Honorary VPH Lecture

Natalia Trayanova. Computational Cardiology

 

Wednesday June 20th 2018 - 18:00h - 19:30h

  • Come to the auditorium UPF Poble Nou Campus (Roc Boronat 138, Barcelona)

  • Register to follow the talk through Gotowebinar (only speaker's screen during the talk, interactive discussion after the talk)  

  • Or follow the talk via the streaming below (large view of the projected presentation and the speaker, not interactive)

 

 

 

Natalia Trayanova (Johns Hopkins University). Computational Cardiology

 

 

Abstract

Sudden cardiac death (SCD) from arrhythmias is a leading cause of mortality. For patients at high SCD risk, prophylactic insertion of implantable cardioverter-defibrillators (ICDs) reduces mortality. Current approaches to identify patients at risk for arrhythmia are, however, of low sensitivity and specificity, which results in a low rate of appropriate ICD therapy. There is a critical clinical need to develop risk metrics that directly assess the interplay between abnormal myocardial structure and electrical instability in the heart, that together predispose to SCD. Here we present a novel non-invasive personalized approach to assess SCD risk in post-infarction patients based on cardiac imaging and computational modeling. This is an example of the emerging field of computational cardiology.

In computational cardiology, we construct personalized 3D computer models of post-infarction hearts from patients’ clinical magnetic resonance imaging data. Each heart model incorporates not only myocardial structure, but electrophysiological functions from the sub-cellular to the organ, allowing for representation of electrical instability.
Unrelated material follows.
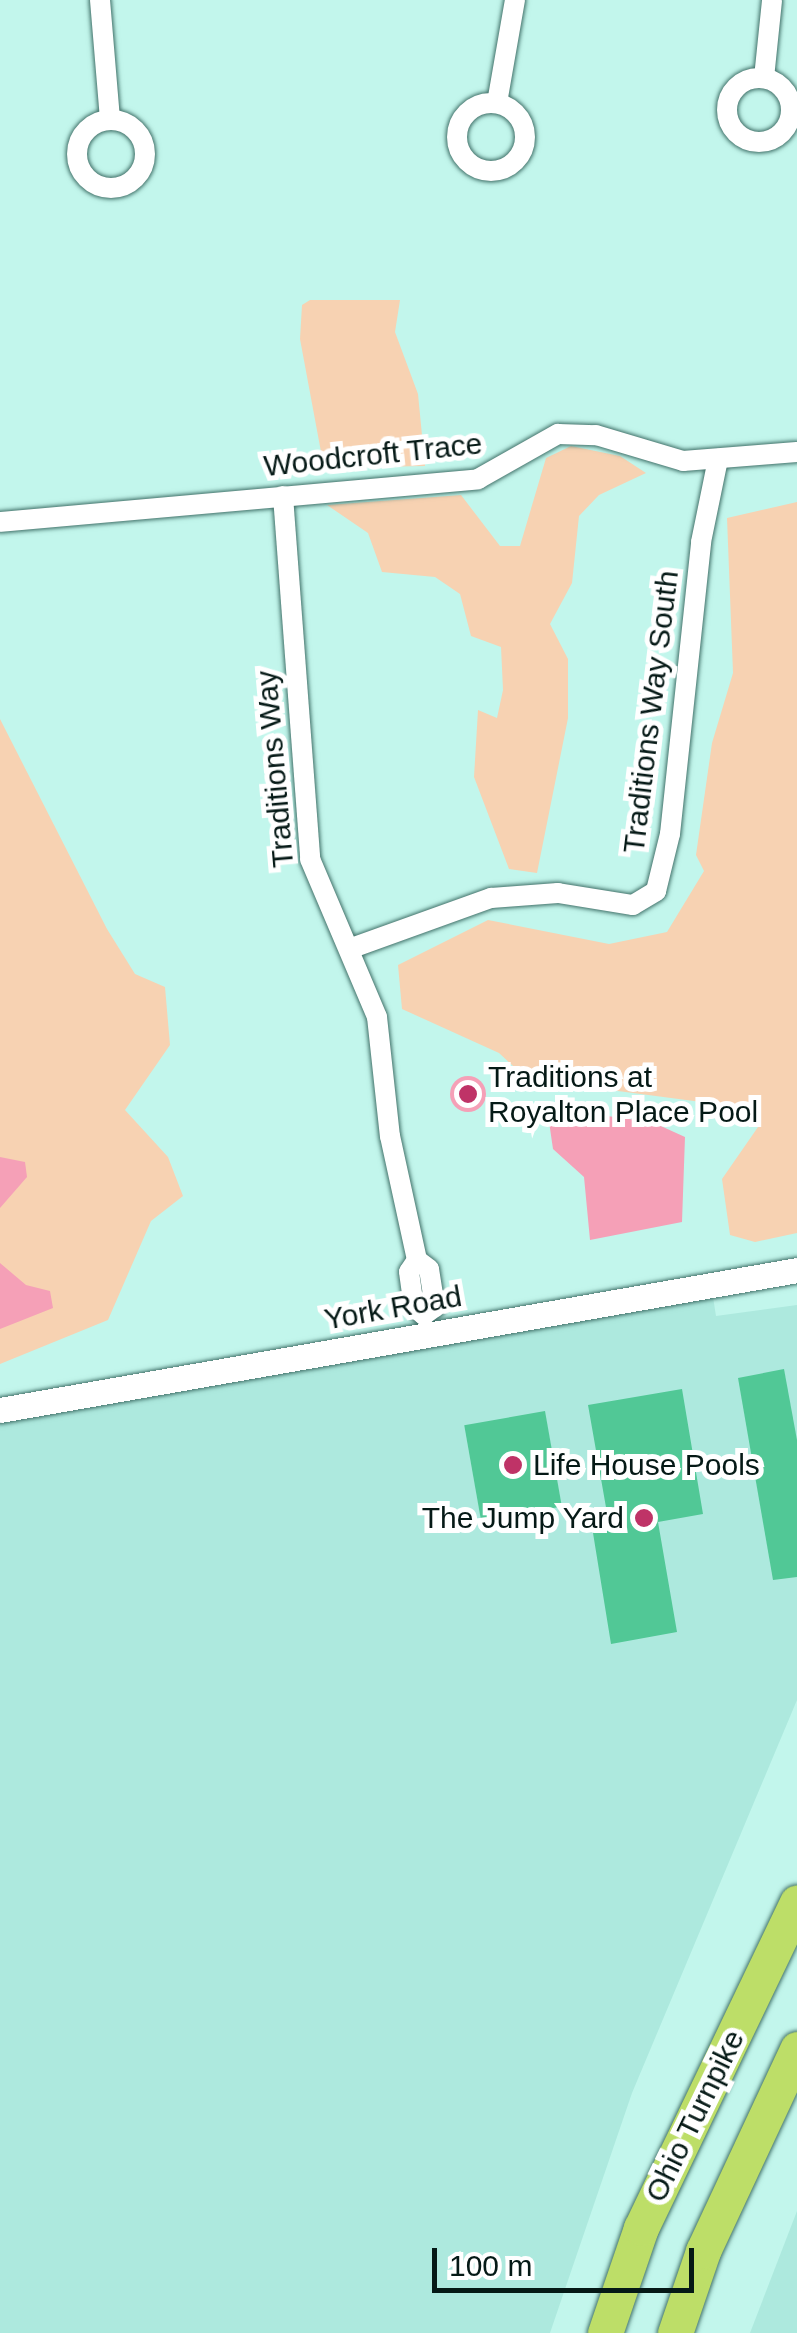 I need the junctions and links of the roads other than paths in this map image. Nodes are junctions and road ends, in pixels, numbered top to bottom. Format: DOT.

Thus the interplay between abnormal myocardial structure and electrical instability in the heart that predisposes to SCD can be directly assessed. In each heart model, we conduct a virtual multi-site delivery of electrical stimuli from ventricular locations at different distances to remodeled tissue so that the patient’s heart propensity to develop infarct-related ventricular arrhythmias can be comprehensively evaluated.  Simulations are conducted for each virtual heart, probing its propensity to develop infarct-related ventricular arrhythmia. We term this non-invasive SCD risk assessment approach VARP, virtual-heart arrhythmia risk predictor.

In a proof-of-concept retrospective study, we assessed the predictive capability of the VARP approach as compared to that of other clinical metrics in a cohort of 41 patients. Statistical analysis demonstrated that a positive VARP test was significantly associated with the primary endpoint, with a four-fold higher arrhythmia risk than patients with negative VARP test. Our results also demonstrate that VARP significantly outperformed clinical metrics in predicting future arrhythmic events.

The robust and non-invasive VARP approach has the potential to prevent SCD and eliminate unnecessary ICD implantations in post-infarction patients.  Importantly, the methodology could be applied to patients with prior MI but preserved ejection fraction who could also be at significant risk for arrhythmia because of their remodeled myocardium, but are generally not targeted for therapy under current clinical recommendations. Finally, the same approach is easily extendable to other heart diseases.

Short bio

Dr. Natalia Trayanova is the Murray B. Sachs Professor in the Department of Biomedical Engineering and the Institute for Computational Medicine, and directs the Computational Cardiology Laboratory at Johns Hopkins University. She is also a Professor in the Department of Medicine. In 2013, she received the NIH Director’s Pioneer Award for her project “Virtual Electrophysiology Laboratory”. Dr. Trayanova was also the inaugural William R. Brody Faculty Scholar at Johns Hopkins University. She is a Fellow of the Heart Rhythm Society, American Heart Association, Biomedical Engineering Society, and the American Institute for Medical and Biological Engineering.